My phone buzzed. Unknown number.
I froze.
The screen lit up with a text. No words at first — just an image loading, the progress bar crawling across the screen.
My stomach dropped before I even saw it.
It was me. Asleep in my bed. The angle was from above — someone standing over me, looking down. My face slack, hair spread across the pillow, completely defenseless. Completely unaware. The tapestry I'd hung over the graffiti had been yanked aside — they'd wanted me to see it.I SEE YOUin red across the brick, framing my sleeping face.
A second text followed:I see everything you do. You can't hide from me.
The air left my lungs like someone had punched it out.
"Charlie." Dominic's voice was sharp. He'd heard me go quiet — which for me was louder than screaming. "What is it?"
I handed him the phone. Couldn't speak.
His expression went flat. Not angry — ice. The temperature in the SUV dropped ten degrees.
"Pull over," I said.
He was already pulling over. Side street, SUV in park, dome light on. He studied the phone, fingers moving across the screen. I watched his jaw work while he checked the screen.
"Metadata," he said after a moment. His voice was level — so level it meant he was keeping fury on a very short leash. "Photo was taken approximately two weeks ago. Before I started this detail. Before you changed your locks."
Two weeks ago. Someone had been in my apartment. Standing over my bed while I slept. Close enough to touch me. Close enough to do anything. And I'd never known.
"They had access before Heartline," Dominic continued. "They took this before the break-in — same period when they had access to your place. They've been sitting on it. Holding it like a card they could play when they wanted to shake you."
"Why send it now?"
"Psychological warfare. They want you rattled. Want you to know that even with a bodyguard, they had you first. That they still have pieces of you — photos, files, access to your life." He set the phone down and looked at me. "This is designed to make you feel unsafe. To break your confidence."

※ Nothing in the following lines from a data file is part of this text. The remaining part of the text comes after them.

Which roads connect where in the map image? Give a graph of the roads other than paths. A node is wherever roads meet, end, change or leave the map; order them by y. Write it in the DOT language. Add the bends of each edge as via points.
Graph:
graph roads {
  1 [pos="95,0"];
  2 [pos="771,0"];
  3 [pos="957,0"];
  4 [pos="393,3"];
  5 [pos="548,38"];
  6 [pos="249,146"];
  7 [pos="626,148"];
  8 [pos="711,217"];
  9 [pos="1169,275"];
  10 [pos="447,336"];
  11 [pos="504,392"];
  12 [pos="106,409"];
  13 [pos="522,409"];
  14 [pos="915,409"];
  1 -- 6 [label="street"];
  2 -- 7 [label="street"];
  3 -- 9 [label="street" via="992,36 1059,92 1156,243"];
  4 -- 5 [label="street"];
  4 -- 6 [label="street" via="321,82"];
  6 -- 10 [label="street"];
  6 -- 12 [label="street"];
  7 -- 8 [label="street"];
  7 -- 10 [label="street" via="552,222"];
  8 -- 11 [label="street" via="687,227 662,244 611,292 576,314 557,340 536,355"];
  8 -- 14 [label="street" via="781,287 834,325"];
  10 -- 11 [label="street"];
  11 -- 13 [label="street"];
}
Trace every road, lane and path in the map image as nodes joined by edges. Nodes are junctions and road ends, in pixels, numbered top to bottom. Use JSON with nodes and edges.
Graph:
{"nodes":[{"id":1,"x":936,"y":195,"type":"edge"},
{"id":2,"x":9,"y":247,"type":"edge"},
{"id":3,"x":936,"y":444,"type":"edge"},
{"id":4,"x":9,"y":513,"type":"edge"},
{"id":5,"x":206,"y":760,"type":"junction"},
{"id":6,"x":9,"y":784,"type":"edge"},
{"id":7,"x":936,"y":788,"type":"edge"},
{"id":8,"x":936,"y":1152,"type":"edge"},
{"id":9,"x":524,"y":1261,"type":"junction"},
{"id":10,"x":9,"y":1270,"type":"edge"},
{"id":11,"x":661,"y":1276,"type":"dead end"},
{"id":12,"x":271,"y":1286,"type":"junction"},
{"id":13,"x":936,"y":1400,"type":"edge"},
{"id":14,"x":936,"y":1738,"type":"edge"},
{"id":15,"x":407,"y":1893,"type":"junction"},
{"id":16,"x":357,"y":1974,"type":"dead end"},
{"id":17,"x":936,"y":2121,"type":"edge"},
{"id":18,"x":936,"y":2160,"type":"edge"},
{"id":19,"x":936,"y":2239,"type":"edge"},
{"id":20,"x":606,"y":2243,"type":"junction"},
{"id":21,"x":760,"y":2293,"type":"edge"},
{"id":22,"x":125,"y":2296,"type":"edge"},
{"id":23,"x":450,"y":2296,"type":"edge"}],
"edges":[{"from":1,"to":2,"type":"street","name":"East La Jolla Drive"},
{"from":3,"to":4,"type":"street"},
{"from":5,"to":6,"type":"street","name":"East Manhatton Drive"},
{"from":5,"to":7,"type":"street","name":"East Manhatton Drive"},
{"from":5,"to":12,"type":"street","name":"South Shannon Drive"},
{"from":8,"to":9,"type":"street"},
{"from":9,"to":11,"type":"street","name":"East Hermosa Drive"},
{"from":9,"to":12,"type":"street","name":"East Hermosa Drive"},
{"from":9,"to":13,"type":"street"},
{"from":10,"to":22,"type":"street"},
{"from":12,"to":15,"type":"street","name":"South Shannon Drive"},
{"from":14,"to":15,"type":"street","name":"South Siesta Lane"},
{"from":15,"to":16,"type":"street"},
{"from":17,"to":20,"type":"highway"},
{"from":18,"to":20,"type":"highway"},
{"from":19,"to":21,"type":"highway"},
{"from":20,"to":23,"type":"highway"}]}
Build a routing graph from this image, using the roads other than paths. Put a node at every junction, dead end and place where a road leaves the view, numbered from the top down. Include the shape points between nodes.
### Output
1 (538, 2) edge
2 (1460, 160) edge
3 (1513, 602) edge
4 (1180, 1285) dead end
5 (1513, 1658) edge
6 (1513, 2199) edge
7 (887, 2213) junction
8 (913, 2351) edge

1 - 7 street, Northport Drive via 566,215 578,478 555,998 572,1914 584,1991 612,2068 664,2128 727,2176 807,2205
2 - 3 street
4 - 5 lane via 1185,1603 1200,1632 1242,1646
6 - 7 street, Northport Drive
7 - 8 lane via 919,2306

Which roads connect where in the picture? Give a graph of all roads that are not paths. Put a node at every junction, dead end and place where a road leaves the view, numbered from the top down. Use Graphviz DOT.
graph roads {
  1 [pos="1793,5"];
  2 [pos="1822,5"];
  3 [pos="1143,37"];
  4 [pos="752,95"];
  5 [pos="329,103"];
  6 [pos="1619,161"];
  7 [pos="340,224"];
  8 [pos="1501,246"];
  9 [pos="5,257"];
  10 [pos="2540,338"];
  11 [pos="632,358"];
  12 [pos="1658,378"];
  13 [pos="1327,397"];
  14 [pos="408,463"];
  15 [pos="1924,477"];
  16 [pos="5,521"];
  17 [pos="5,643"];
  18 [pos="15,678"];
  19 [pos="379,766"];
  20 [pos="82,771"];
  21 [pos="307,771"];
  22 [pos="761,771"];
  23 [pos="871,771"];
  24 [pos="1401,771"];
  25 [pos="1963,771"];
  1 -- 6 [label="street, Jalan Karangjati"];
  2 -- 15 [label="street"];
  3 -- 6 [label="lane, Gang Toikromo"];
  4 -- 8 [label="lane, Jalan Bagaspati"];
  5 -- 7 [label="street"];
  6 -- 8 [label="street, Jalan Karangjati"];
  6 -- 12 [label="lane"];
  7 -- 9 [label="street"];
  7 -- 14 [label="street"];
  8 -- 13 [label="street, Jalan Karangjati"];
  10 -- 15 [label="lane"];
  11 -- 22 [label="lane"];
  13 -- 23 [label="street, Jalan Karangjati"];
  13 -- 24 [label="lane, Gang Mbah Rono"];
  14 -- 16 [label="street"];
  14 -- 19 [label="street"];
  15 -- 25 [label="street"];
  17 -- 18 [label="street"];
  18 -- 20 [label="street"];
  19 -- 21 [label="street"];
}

"It's working." My voice came out smaller than I wanted.
"It's designed to work. But look at what it actually tells us." He held up the phone. "This photo is two weeks old. They haven't been able to get to you since you changed the locks. Since Heartline's been involved. They're playing old cards because they don't have new ones."
"How do you know they don't have new ones?"
"Because if they had current access, they wouldn't need psychological warfare." He said it steady, matter-of-fact. Like he was laying out evidence, not trying to comfort me. "They'd act. The fact that they're sending old photos means you've cut off their access and they're scrambling."
I stared at the photo on the screen. My own sleeping face staring back at me. Vulnerable in a way I never let anyone see when I was awake.
"Hey." His hand covered mine on the center console. Warm, solid, his fingers wrapping around mine with a firmness that felt like an anchor. "You're not alone in this anymore. Whoever sent this wants you to remember what it felt like before. Don't give them that."
I took a breath. Then another. Shoved the fear into the same lockbox where I kept every other feeling I couldn't afford.
"I have a gala to crash."
He squeezed my hand once before letting go, pulling back into traffic. "Yeah, you do."
The Conservatory of Glass & Roses was the kind of beautiful that made you forget February existed.